GM1 gangliosidosis is a rare, progressive, and currently incurable neurodegenerative disease caused by mutations in the GLB1 gene, which encodes lysosomal β-galactosidase. Enzyme deficiency leads to toxic accumulation of GM1 ganglioside and related glycoconjugates in neurons. Current diagnosis depends on enzyme activity assays and genetic sequencing, neither of which provides a dynamic readout of disease burden or treatment response — a critical gap as gene therapies enter clinical trials.

This study systematically evaluated H3N2b, a pentasaccharide glycan that accumulates when β-galactosidase is deficient, as a quantitative biomarker across three biological matrices. Using a rigorously validated LC-MS/MS assay compliant with FDA bioanalytical guidance, the team measured H3N2b in plasma (47 patients, 277 controls), urine (47 patients, 272 controls), and CSF (34 patients, 177 controls). Samples were drawn from a natural history study (NCT00029965) and a Phase 1/2 AAV9/GLB1 gene therapy trial (NCT03952637).

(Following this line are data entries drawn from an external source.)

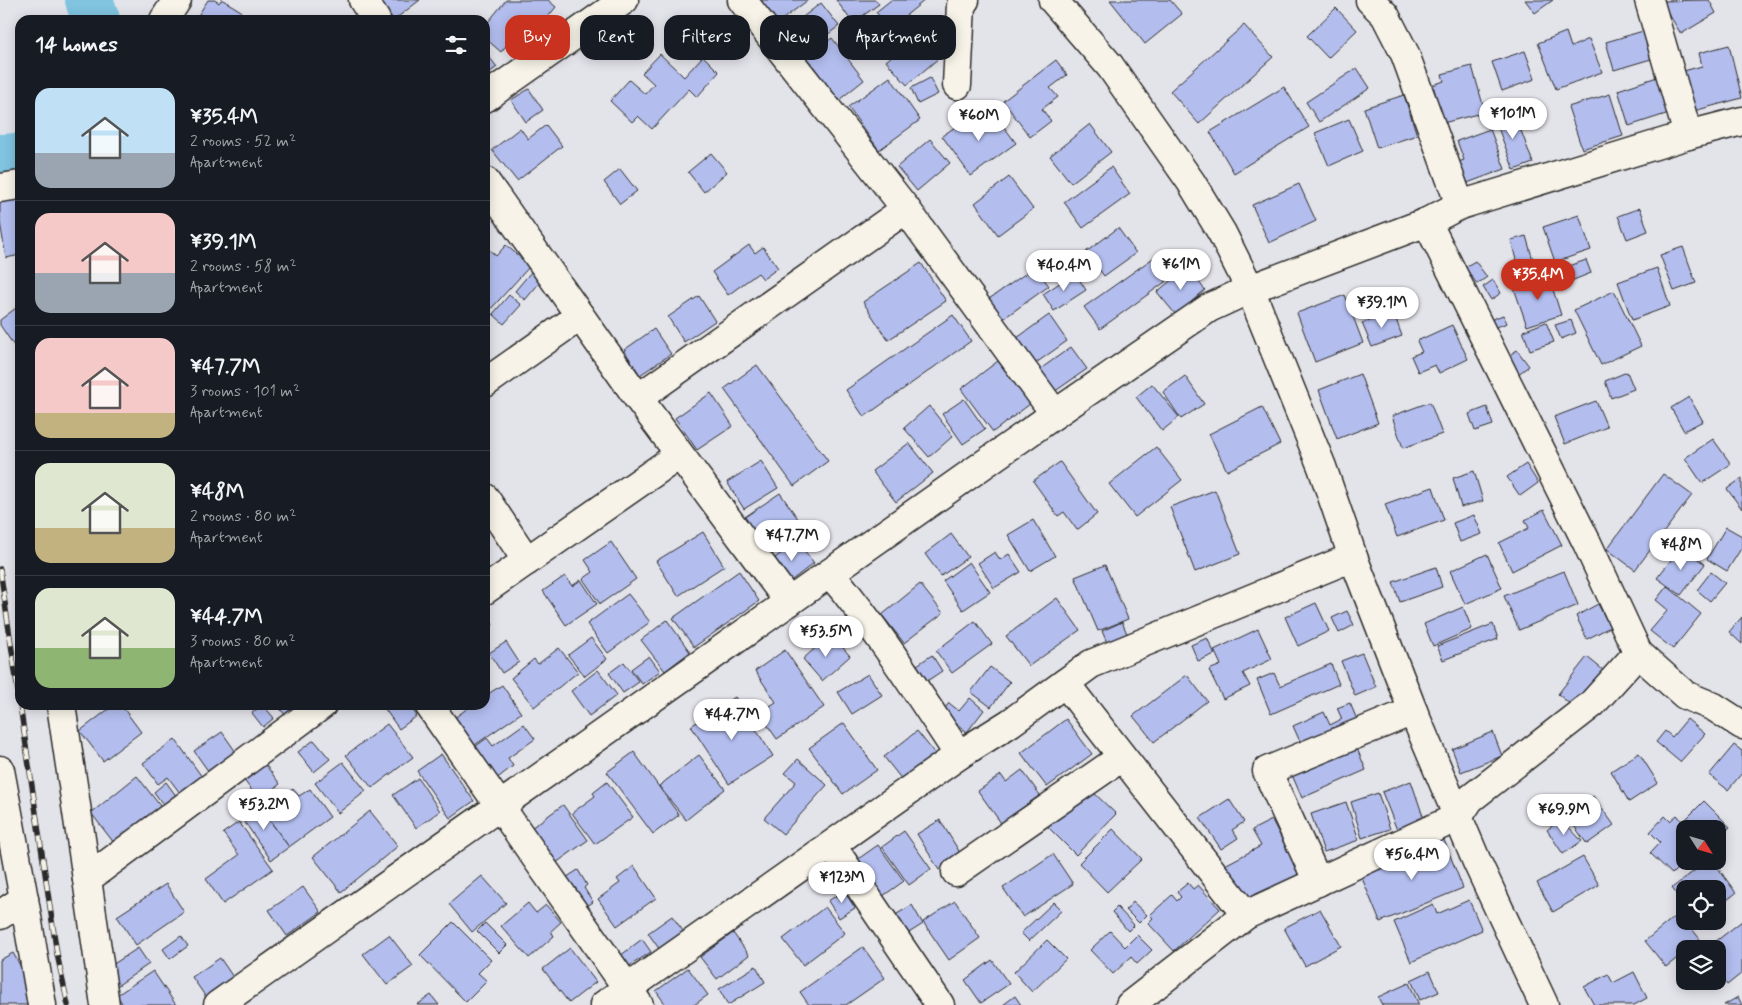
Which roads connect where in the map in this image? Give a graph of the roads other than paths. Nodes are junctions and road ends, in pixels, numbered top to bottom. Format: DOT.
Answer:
graph roads {
  1 [pos="177,0"];
  2 [pos="363,0"];
  3 [pos="624,0"];
  4 [pos="742,0"];
  5 [pos="965,0"];
  6 [pos="1053,0"];
  7 [pos="1370,0"];
  8 [pos="1649,0"];
  9 [pos="167,15"];
  10 [pos="373,15"];
  11 [pos="957,85"];
  12 [pos="490,94"];
  13 [pos="1741,126"];
  14 [pos="1688,136"];
  15 [pos="15,186"];
  16 [pos="0,188"];
  17 [pos="490,188"];
  18 [pos="1460,205"];
  19 [pos="906,209"];
  20 [pos="1427,222"];
  21 [pos="1250,289"];
  22 [pos="580,316"];
  23 [pos="490,379"];
  24 [pos="638,398"];
  25 [pos="1055,414"];
  26 [pos="679,455"];
  27 [pos="490,506"];
  28 [pos="1353,557"];
  29 [pos="527,561"];
  30 [pos="830,573"];
  31 [pos="490,587"];
  32 [pos="788,602"];
  33 [pos="1638,653"];
  34 [pos="1065,683"];
  35 [pos="62,710"];
  36 [pos="315,710"];
  37 [pos="433,710"];
  38 [pos="1413,711"];
  39 [pos="1742,725"];
  40 [pos="959,755"];
  41 [pos="1122,757"];
  42 [pos="0,770"];
  43 [pos="500,806"];
  44 [pos="1458,817"];
  45 [pos="832,846"];
  46 [pos="956,872"];
  47 [pos="87,879"];
  48 [pos="1318,882"];
  49 [pos="24,899"];
  50 [pos="0,915"];
  51 [pos="1246,915"];
  52 [pos="633,997"];
  53 [pos="42,1005"];
  54 [pos="105,1005"];
  55 [pos="218,1005"];
  56 [pos="604,1005"];
  57 [pos="940,1005"];
  58 [pos="1130,1005"];
  59 [pos="1544,1005"];
  1 -- 9 [label="street"];
  2 -- 10 [label="street"];
  3 -- 12 [label="street"];
  4 -- 19 [label="street"];
  5 -- 11 [label="street"];
  6 -- 21 [label="street"];
  7 -- 18 [label="street"];
  8 -- 14 [label="street"];
  13 -- 14 [label="street"];
  14 -- 18 [label="street"];
  15 -- 16 [label="street"];
  17 -- 22 [label="street"];
  18 -- 20 [label="street"];
  19 -- 24 [label="street"];
  19 -- 25 [label="street"];
  20 -- 21 [label="street"];
  20 -- 33 [label="street"];
  21 -- 25 [label="street"];
  21 -- 28 [label="street"];
  22 -- 23 [label="street"];
  22 -- 24 [label="street"];
  24 -- 26 [label="street"];
  25 -- 30 [label="street"];
  26 -- 29 [label="street"];
  26 -- 32 [label="street"];
  27 -- 29 [label="street"];
  28 -- 34 [label="street"];
  28 -- 38 [label="street"];
  29 -- 31 [label="street"];
  30 -- 32 [label="street"];
  30 -- 40 [label="street"];
  32 -- 43 [label="street"];
  33 -- 39 [label="street"];
  33 -- 44 [label="street"];
  34 -- 40 [label="street"];
  34 -- 41 [label="street"];
  35 -- 47 [label="street"];
  36 -- 47 [label="street"];
  37 -- 43 [label="street"];
  38 -- 44 [label="street"];
  38 -- 48 [label="street"];
  40 -- 45 [label="street"];
  41 -- 46 [label="street"];
  41 -- 51 [label="street"];
  42 -- 49 [label="street"];
  43 -- 52 [label="street"];
  43 -- 55 [label="street"];
  44 -- 48 [label="street"];
  44 -- 59 [label="street"];
  45 -- 52 [label="street"];
  45 -- 57 [label="street"];
  47 -- 54 [label="street"];
  48 -- 51 [label="street"];
  49 -- 50 [label="street"];
  49 -- 53 [label="street"];
  51 -- 58 [label="street"];
  52 -- 56 [label="street"];
}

Diagnostic performance was exceptional across all three matrices. In plasma, a cutoff of 6.2 ng/mL delivered 100% sensitivity and 100% specificity. Urine (cutoff 0.65 ng/μg creatinine) yielded 99.3% sensitivity and 100% specificity. CSF (cutoff 5.1 ng/mL) achieved 98.9% sensitivity and 100% specificity. H3N2b levels scaled with clinical severity — infantile patients showed the highest concentrations, followed by late-infantile and juvenile subtypes — suggesting the biomarker reflects underlying substrate burden. Importantly, neither patient age nor sex influenced H3N2b levels, simplifying its interpretation across diverse patient populations.

In participants receiving intravenous AAV9-mediated GLB1 gene therapy, plasma, urine, and CSF H3N2b concentrations declined post-treatment in parallel with rising β-galactosidase enzyme activity. This pharmacodynamic coupling makes H3N2b a compelling surrogate endpoint for monitoring biochemical correction in ongoing and future therapeutic trials. A limited comparator analysis of other lysosomal storage disorders (including Fabry, Gaucher, Niemann-Pick, Tay-Sachs, and several MPS types) found H3N2b values generally below GM1 diagnostic cutoffs, offering preliminary evidence of specificity, though this analysis was constrained by small sample sizes and missing disorder types.

These findings provide the most comprehensive cross-matrix clinical validation of H3N2b to date, supporting its use as both a diagnostic aid — particularly where enzyme assays are ambiguous or genetic variants are uncertain — and a sensitive pharmacodynamic marker for tracking therapeutic response in GM1 gangliosidosis.

Key Findings

  • Plasma H3N2b at a 6.2 ng/mL cutoff achieved 100% sensitivity and 100% specificity for GM1 gangliosidosis diagnosis.
  • H3N2b levels scaled with disease severity: infantile > late-infantile > juvenile subtypes across plasma and urine.
  • CSF H3N2b (cutoff 5.1 ng/mL) distinguished patients from controls with 98.9% sensitivity and 100% specificity.
  • Following AAV9/GLB1 gene therapy, H3N2b fell in plasma, urine, and CSF parallel to rising β-galactosidase activity.
  • H3N2b levels were independent of patient age and sex, simplifying clinical interpretation.

Methodology

H3N2b was quantified in plasma, urine, and CSF using a validated LC-MS/MS assay in 47 GM1 patients and matched controls, with longitudinal samples from a Phase 1/2 AAV9/GLB1 gene therapy trial (NCT03952637). ROC curve analysis determined diagnostic cutoffs; comparator samples from other lysosomal storage disorders were analyzed for preliminary specificity assessment.

Study Limitations

The infantile subgroup was very small (n=2), limiting statistical comparisons between infantile and late-infantile forms. The comparator lysosomal disorder analysis used limited sample sizes and lacked several relevant disorders (e.g., Sandhoff disease, TSD urine) and no CSF comparators, leaving full specificity incompletely characterized. All results require prospective validation in larger, independent cohorts.